We all go through periods of transformation. For some, that means moving to a new city or refreshing your wardrobe, and for others it can be as simple as changing your hair. For such a small alteration, the effects can be significant. A new haircut can make a person feel different — changing a hair color can bring out a new personality or grow a person’s confidence. But all too often these changes come few and far between because of the growing expense of professional salons. Now don’t get me wrong — I am all for the luxurious experience that includes everything from a massage-like shampoo wash to the perfect cut that you just can’t accomplish on your own. But dyeing your hair at home is actually much more achievable than one would think. So if you have been thinking about adding a splash of color to your head, or maybe considering a more subtle change to your style, listen up. This is a beginners guide to at home hair dye.
As someone who has spent hundreds of dollars at salons to get the style and color I wanted at the time, I’ve been skeptical of at-home dye all my life. And while I admit that sometimes to get the perfect color it’s best to leave the job up to professionals who have years of training, experience, and more advanced tools than the Walmart scissors and plastic bowl available at my expense, dying your own hair can be fun, easy and incredibly more affordable.

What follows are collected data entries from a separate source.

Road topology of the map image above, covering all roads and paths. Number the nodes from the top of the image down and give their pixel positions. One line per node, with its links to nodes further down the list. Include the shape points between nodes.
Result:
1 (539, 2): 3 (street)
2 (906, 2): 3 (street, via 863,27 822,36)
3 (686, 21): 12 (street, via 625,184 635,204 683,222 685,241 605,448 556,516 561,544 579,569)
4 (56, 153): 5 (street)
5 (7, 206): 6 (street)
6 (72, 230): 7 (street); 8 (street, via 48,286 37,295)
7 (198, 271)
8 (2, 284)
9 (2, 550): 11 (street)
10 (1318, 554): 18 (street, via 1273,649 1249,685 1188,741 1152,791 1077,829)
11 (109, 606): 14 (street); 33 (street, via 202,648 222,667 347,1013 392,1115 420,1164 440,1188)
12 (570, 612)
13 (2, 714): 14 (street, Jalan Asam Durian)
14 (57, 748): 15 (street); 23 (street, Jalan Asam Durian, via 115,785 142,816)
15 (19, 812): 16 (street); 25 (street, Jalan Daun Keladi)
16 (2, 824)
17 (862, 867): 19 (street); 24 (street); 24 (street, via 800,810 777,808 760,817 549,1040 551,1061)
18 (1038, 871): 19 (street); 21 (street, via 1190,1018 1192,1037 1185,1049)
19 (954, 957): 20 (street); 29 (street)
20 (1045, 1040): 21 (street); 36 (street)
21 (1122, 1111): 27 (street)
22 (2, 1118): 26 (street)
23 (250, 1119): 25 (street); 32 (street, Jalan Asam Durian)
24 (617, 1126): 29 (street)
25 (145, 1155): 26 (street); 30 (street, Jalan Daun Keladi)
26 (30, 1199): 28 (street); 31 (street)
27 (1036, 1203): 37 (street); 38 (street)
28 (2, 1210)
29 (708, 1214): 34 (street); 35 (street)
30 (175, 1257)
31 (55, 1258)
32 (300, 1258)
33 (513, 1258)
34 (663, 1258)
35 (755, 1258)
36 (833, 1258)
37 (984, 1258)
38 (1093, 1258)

Though hairdressers are talented artists whose work SHOULD be paid for, most of the time ya girl can’t afford to be visiting the salon every month, let alone every few weeks to maintain a vibrant color.
One of the first steps to dying your hair at home is figuring out the look you are trying to achieve. This one may seem obvious but knowing exactly what you want will save you time and frustration when it comes time to visit your local Sally Hansen or Ulta. Going from a dark color to a lighter one will involve bleach and multiple sessions, putting in highlights may require a special cap where you pull strands through to lighten them. Personally, with my skill and knowledge of hair, I usually go with something simple and easy to maintain. Use a Pinterest board or the flagging function on instagram to create a lookbook, making sure to consider face shape, eye color, skin tone and of course hairstyle. If you are totally new to this, go for something basic. The pastel hair trends are much more difficult to achieve than you would think unless you’re starting from bleach blonde, and the more colors you include, the more complicated the process will be.

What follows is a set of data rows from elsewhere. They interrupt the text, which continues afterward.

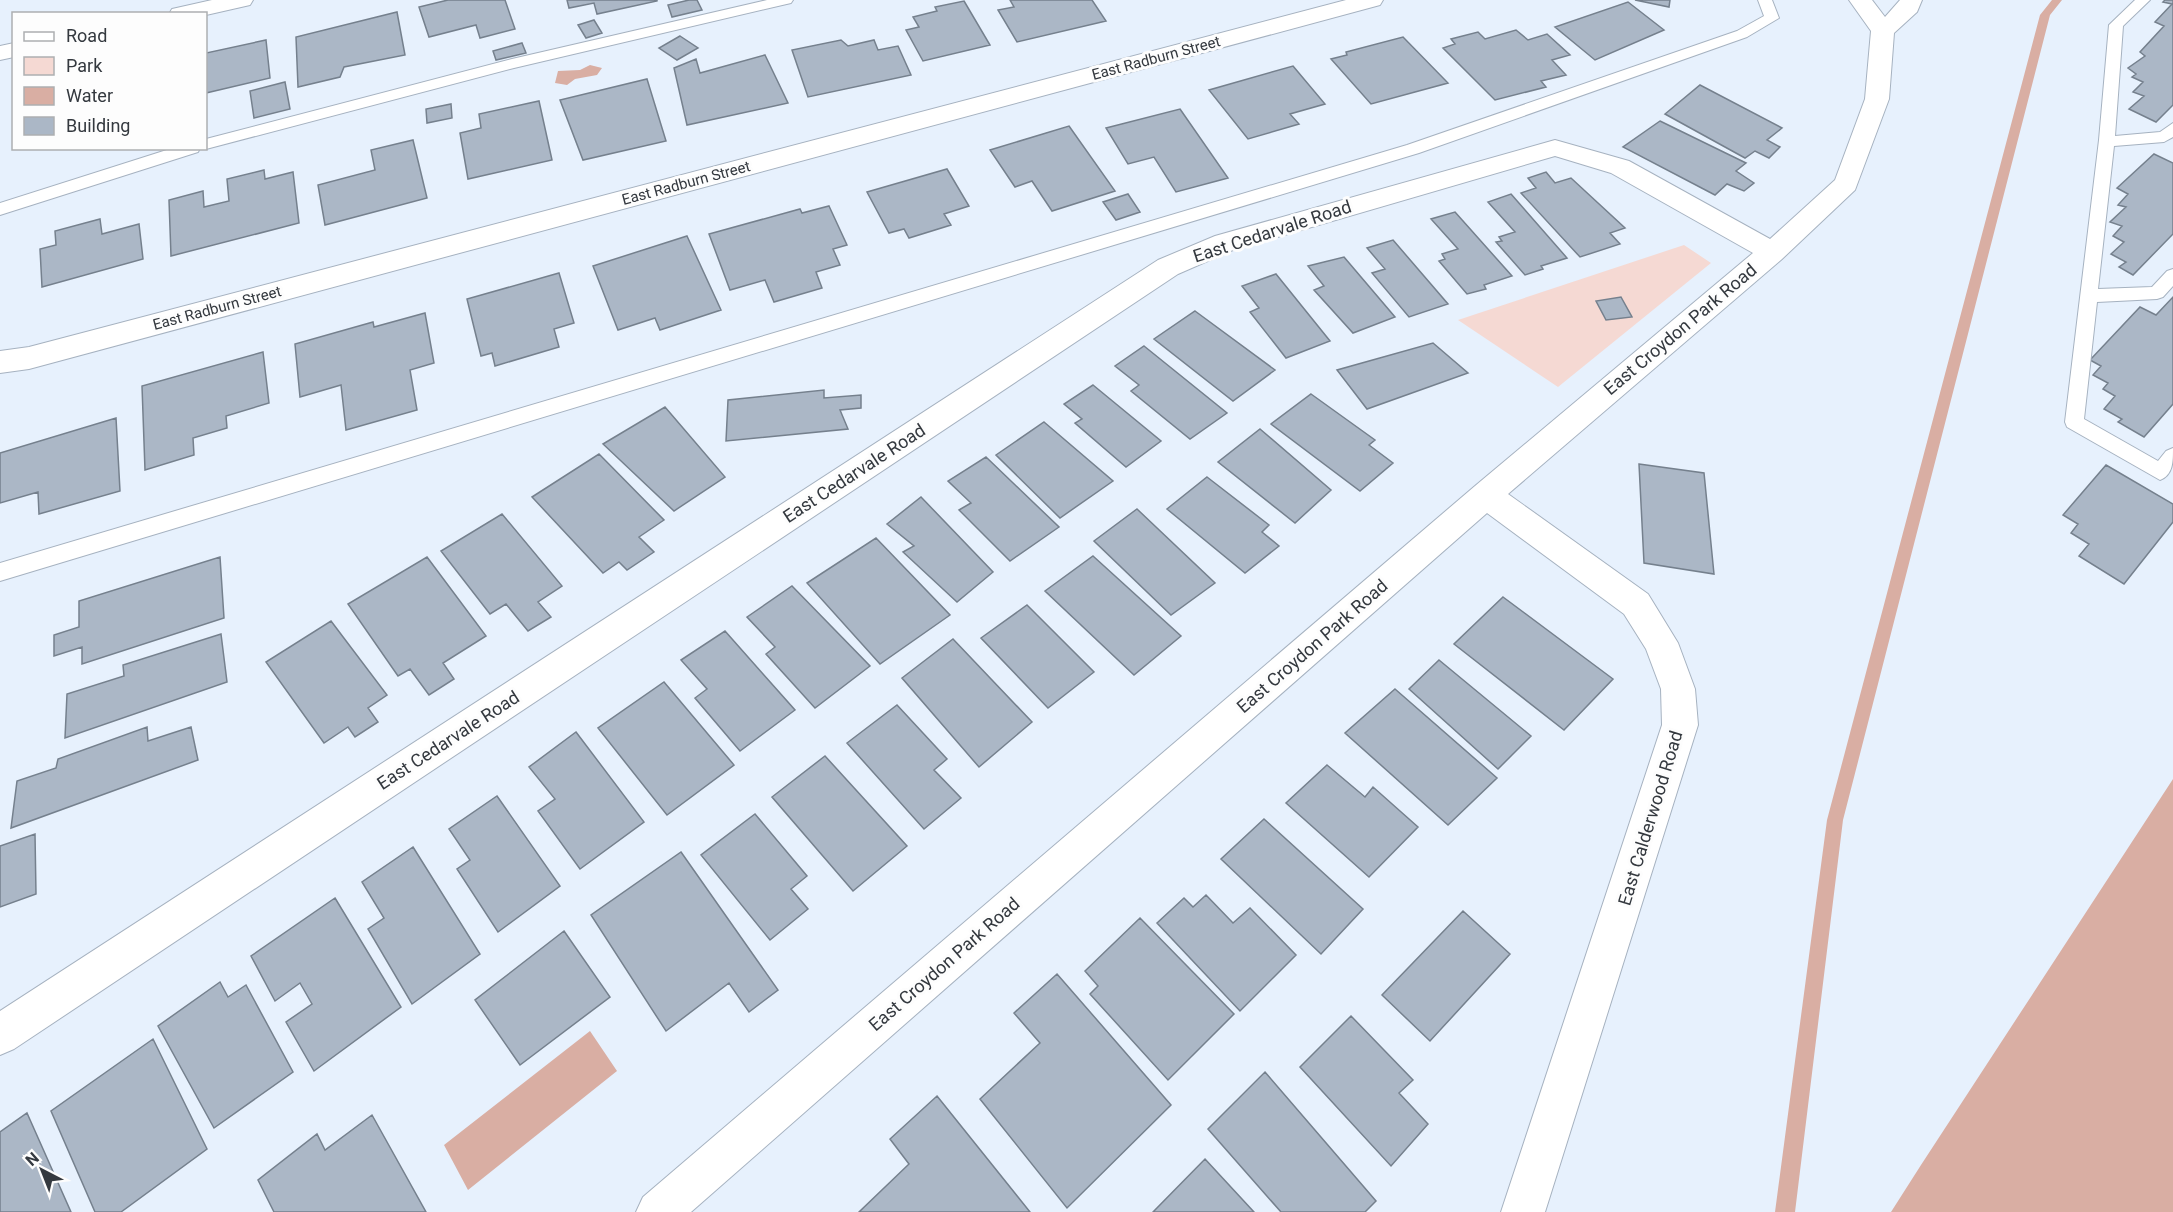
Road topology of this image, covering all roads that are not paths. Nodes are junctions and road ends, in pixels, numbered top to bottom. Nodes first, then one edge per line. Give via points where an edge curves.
1 (242, 0) edge
2 (786, 0) edge
3 (1372, 0) edge
4 (1765, 0) edge
5 (1860, 0) edge
6 (1911, 0) edge
7 (2143, 0) edge
8 (189, 12) edge
9 (1883, 31) junction
10 (2173, 128) edge
11 (2106, 142) junction
12 (207, 144) edge
13 (186, 150) edge
14 (0, 210) edge
15 (1772, 252) junction
16 (2173, 275) edge
17 (2088, 296) junction
18 (0, 362) edge
19 (2173, 456) edge
20 (1486, 495) junction
21 (0, 572) edge
22 (0, 1035) edge
23 (658, 1212) edge
24 (1523, 1212) edge

1 - 8 street
2 - 12 lane via 512,64
3 - 18 street, East Radburn Street via 29,358
4 - 21 lane via 1772,18 1742,34 1413,149
5 - 9 street
6 - 9 street via 1909,7
7 - 11 lane via 2116,25
9 - 15 street, East Croydon Park Road via 1877,99 1846,184
10 - 11 lane via 2164,136
11 - 17 lane
13 - 14 lane
15 - 20 street, East Croydon Park Road
15 - 22 street, East Cedarvale Road via 1620,167 1555,148 1224,243 1168,267
16 - 17 lane via 2157,293
17 - 19 lane via 2074,422 2160,472
20 - 23 street, East Croydon Park Road
20 - 24 street, East Calderwood Road via 1636,604 1661,643 1678,689 1680,725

Once you’ve decided on a color, it’s time to choose a product. Apart from choosing a dye with the color you like, you can also consider if the product is prone to staining clothing or carries a scent you like (or despise). Buying a cruelty-free dye may be important to you, or making the choice between permanent and semi-permanent color (semi will fade faster–usually 3 weeks–and doesn’t contain chemicals such as ammonia or peroxide) One big factor to consider when looking for the right dye is if it requires developer. Developer contains hydrogen peroxide and helps with bleaching and toning the hair by opening up its cuticle and allowing the color to soak in. They come in different levels depending on the amount of peroxide, and the higher levels can be damaging to your hair- Volume 10 has a lower amount than a Volume 40. Developer can come in either powder form or liquid form and will usually be mixed with one part developer and two parts color or toner. Always follow the instructions and don’t be shy to enlist the help of a Sally Hansen staff member or other person knowledgeable on the topic of dye. My personal favorite for vibrant colors is the brand ArcticFox. It’s cruelty-free product that is made with a conditioner that leaves the hair softer than before, is generally affordable for the amount you get, and smells amazing (the purple ones will have your hair smelling like grapes for days).
While you’re out and about, don’t forget to purchase the necessary tools to complete the task. You can usually use a plastic or paper bowl, but mixing bowls are cheap at Sally’s, usually around $3. You’ll also need a brush and gloves to apply the dye, I tend to use my hands to pull the color through.
Once you’re ready to begin the transformation process, take a deep breath and remember that it’s only hair- if you make a mistake you can always go back over it, cut it, or wear a snazzy hat for a few weeks! Put on a good Netflix show and give yourself at least an hour to dye each section of your hair thoroughly. I usually have two or three hair bands on deck to tie up the sections I’m not working on, and to put the whole thing up in a bun once I’ve coated my head in dye. While the use of gloves helps immensely, there is bound to be some mess, so I recommend putting a few towels down and having some Clorox wipes on hand. Most products need to soak in for around 20-45 minutes depending on your desired intensity, reading the instructions on the bottle will inform you on if heat should be applied or what temperature water should be when rinsing.
Aftercare is generally simple — put a towel over your pillow for the next few days and try to avoid shampooing every day to maintain vibrancy for as long as possible. Bleached hair may feel dry and damaged, so using a weekly hair mask of coconut or olive oil is a good idea. Most colors fade in a few weeks depending on sun exposure and number of washes, but permanent dyes can last as long as six weeks.
So there you have it — remember that changing up your style can be affordable, fun and totally doable in your own home!